Choosing the right golf rainsuit might not be as critical as choosing the right driver, irons or putter, but it’s important and sometimes it seems like there are almost as many choices. The right rain gear often makes the difference between playing a round in a light drizzle (or even a short downpour) and sitting in the clubhouse wishing you were out on the golf course.
Golfers have several good reasons for buying a good golf rainsuit. First, it will let you play in conditions that might not be that pleasant without one. Most golfers want to continue their rounds once they start playing, but your game can turn miserable when rain pops up - unless you’re wearing an effective golf raincoat.
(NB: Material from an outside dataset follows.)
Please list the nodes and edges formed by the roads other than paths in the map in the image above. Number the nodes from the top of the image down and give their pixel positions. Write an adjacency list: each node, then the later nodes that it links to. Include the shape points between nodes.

And if you’re playing in a tournament, you might need to keep playing despite the arrival of a shower – unless the tournament is canceled the alternative would be withdrawing. I also can’t imagine taking a golf trip to Scotland, England or Ireland without bringing a good quality golf rainsuit – the climate of those countries is simply too cool and rainy to try it without one.
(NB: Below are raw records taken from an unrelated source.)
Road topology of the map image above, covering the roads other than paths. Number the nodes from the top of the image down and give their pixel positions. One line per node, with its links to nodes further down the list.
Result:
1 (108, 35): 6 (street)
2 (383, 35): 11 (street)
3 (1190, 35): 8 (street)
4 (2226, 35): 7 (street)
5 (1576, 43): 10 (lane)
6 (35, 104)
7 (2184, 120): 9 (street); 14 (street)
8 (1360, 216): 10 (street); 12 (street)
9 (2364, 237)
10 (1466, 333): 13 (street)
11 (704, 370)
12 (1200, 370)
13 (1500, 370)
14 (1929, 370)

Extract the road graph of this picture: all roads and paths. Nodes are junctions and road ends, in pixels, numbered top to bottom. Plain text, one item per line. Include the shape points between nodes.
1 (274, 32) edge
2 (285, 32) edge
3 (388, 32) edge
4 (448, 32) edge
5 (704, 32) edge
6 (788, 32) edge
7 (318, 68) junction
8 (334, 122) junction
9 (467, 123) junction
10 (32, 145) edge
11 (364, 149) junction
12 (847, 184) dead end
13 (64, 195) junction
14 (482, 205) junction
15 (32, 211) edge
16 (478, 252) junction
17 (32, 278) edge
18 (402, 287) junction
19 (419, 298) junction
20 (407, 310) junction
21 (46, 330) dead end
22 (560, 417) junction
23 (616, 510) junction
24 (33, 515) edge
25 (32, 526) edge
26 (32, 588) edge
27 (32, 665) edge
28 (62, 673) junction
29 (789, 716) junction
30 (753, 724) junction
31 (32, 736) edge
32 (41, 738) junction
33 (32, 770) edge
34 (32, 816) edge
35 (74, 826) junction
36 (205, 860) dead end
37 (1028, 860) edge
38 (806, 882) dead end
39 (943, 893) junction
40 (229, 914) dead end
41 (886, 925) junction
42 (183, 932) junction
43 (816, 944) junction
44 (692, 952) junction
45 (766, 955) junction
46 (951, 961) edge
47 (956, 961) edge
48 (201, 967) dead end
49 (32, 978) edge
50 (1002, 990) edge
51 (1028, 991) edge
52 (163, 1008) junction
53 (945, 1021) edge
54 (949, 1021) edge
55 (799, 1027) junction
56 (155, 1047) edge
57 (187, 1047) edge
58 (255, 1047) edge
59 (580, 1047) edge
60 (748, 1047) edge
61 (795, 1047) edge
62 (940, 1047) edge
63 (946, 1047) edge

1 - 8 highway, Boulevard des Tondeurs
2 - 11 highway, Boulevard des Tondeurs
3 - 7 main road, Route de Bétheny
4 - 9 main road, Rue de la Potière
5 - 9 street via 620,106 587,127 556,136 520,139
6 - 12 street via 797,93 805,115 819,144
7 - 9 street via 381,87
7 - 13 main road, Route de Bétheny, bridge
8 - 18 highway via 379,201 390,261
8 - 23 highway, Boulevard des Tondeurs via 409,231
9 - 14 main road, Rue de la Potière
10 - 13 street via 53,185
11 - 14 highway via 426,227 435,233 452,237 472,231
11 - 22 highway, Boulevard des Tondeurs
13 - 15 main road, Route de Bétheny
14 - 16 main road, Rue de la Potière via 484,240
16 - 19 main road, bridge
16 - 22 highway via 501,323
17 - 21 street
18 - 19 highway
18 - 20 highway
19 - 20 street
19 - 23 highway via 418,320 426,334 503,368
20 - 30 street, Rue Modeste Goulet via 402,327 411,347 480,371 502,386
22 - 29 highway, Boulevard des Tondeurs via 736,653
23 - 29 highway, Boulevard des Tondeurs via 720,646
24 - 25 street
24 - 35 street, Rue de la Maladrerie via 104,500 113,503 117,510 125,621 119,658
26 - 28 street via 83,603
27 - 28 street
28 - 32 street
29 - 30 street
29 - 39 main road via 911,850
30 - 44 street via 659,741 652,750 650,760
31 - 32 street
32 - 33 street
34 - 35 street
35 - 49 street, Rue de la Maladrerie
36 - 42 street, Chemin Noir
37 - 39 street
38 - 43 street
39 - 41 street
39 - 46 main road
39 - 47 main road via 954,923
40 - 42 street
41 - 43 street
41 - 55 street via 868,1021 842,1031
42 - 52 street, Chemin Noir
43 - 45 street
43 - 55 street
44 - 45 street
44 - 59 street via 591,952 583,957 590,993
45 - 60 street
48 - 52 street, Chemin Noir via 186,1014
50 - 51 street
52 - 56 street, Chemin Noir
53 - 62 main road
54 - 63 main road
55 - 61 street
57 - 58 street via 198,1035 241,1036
In a pinch, a good golf raincoat can also serve as a cool-weather outfit. Here in central Florida, most winter days are pleasant and warm enough for a good game of golf. Sometimes, though, I think it’s warmer than it really is (or one of our famous 30 mph winds springs up) and I leave the house to play my game dressed in shorts and a short-sleeved shirt. Most of the time, short sleeves and shorts are fine even during the winter. But sometimes they’re not, and by the time I’ve driven my golf cart up to the clubhouse (yes, I own my own golf cart and I live in a golf community), my hands feel like blocks of ice and my legs have goose-bumps. Fortunately, I keep my golf rainsuit in my golf bag and when that happens all I need to do is put it on. Once it warms up (or the wind drops) I can take it off and stow it back in my bag, out of the way and ready for the next time I need it.
So, owning a golf rainsuit can come in handy in a few different situations. Rain suits come in different styles, fabrics, prices and brands, and choosing the right one can seem a bit daunting. When you’re buying a golf rainsuit, make sure you get pants and a jacket so your entire body will remain snug and dry.
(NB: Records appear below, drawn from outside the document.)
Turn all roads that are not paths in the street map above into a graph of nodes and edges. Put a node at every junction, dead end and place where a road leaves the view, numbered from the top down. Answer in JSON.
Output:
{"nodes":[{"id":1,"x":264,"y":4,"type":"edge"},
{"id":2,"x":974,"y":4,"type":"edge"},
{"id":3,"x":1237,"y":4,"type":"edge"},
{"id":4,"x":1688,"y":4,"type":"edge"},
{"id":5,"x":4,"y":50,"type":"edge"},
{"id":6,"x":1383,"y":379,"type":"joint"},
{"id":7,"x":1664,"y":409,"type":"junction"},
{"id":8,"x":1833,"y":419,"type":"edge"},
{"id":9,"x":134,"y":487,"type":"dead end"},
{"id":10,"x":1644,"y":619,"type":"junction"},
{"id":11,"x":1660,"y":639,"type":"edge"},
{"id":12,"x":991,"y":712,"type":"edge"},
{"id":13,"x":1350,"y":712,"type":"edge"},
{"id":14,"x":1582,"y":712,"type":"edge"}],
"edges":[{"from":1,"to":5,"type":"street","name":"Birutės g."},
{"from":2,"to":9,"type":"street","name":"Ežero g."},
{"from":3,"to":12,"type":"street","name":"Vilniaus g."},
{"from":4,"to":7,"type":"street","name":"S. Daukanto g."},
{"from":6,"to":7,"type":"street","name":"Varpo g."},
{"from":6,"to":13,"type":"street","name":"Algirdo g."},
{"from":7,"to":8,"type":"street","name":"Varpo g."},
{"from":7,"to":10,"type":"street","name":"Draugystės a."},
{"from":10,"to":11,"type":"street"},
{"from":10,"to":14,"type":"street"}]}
Once you start shopping for a golf rainsuit, you’ll probably notice that there’s a pretty clear division between the two main categories of golf raingear: the first type includes lower-priced, “water-resistant” rain suits; the second includes more expensive “waterproof” rain suits. Although prices in golf raingear can vary by brand name alone (in the same way a man’s Armani suit costs much more than a no-name suit made of the same fabric), part of the wide price range in golf raingear is due to the fabric and not the raingear’s designer/manufacturer.
Most lower-priced, water-resistant golf raingear is made of a coated microfiber or a nubby fabric which beads water and stays fairly dry unless you’re caught in a downpour. A good example is PING’s “Coil” rain suit. It’s wind- and water-resistant and it only costs $80, making it a good choice for wearing during light to moderate rain. Most people don’t want to continue playing in a driving rain anyway (despite your best efforts your grips will get wet, and you may have to deal with high winds in addition to the rain), so this type of golf rainsuit can be a good choice for many golfers.
Higher quality (and more expensive) golf raingear is often made of Gore-Tex fabric. These rain suits often come with a “waterproof” guarantee and they should keep you dry even in a heavy rain. FootJoy’s “DryJoys Premier” is an excellent example, but its MSRP is $600. Unless you play a lot of tournament golf and you live in a very rainy climate, you might not want to spring for this much money.
FootJoy makes several other rain suits in addition to the DryJoys Premier mentioned above. Other top raingear manufacturers include Sun Mountain, Zero Restriction, Adidas, Callaway, Nike and ProQuip. Raingear is available in a rainbow of colors and a wide range of styles including jackets with zip-off sleeves (they then become short-sleeved rain jackets or vests).
No matter which type of golf rainsuit you want, make sure you try on the pants as well as the jacket. And while you have them on, take a few practice swings to make sure the jacket doesn’t restrict your range of motion. You’ll also want to make sure that the rain suit you buy is “breathable” or you might feel like you’re wrapped up in plastic wrap.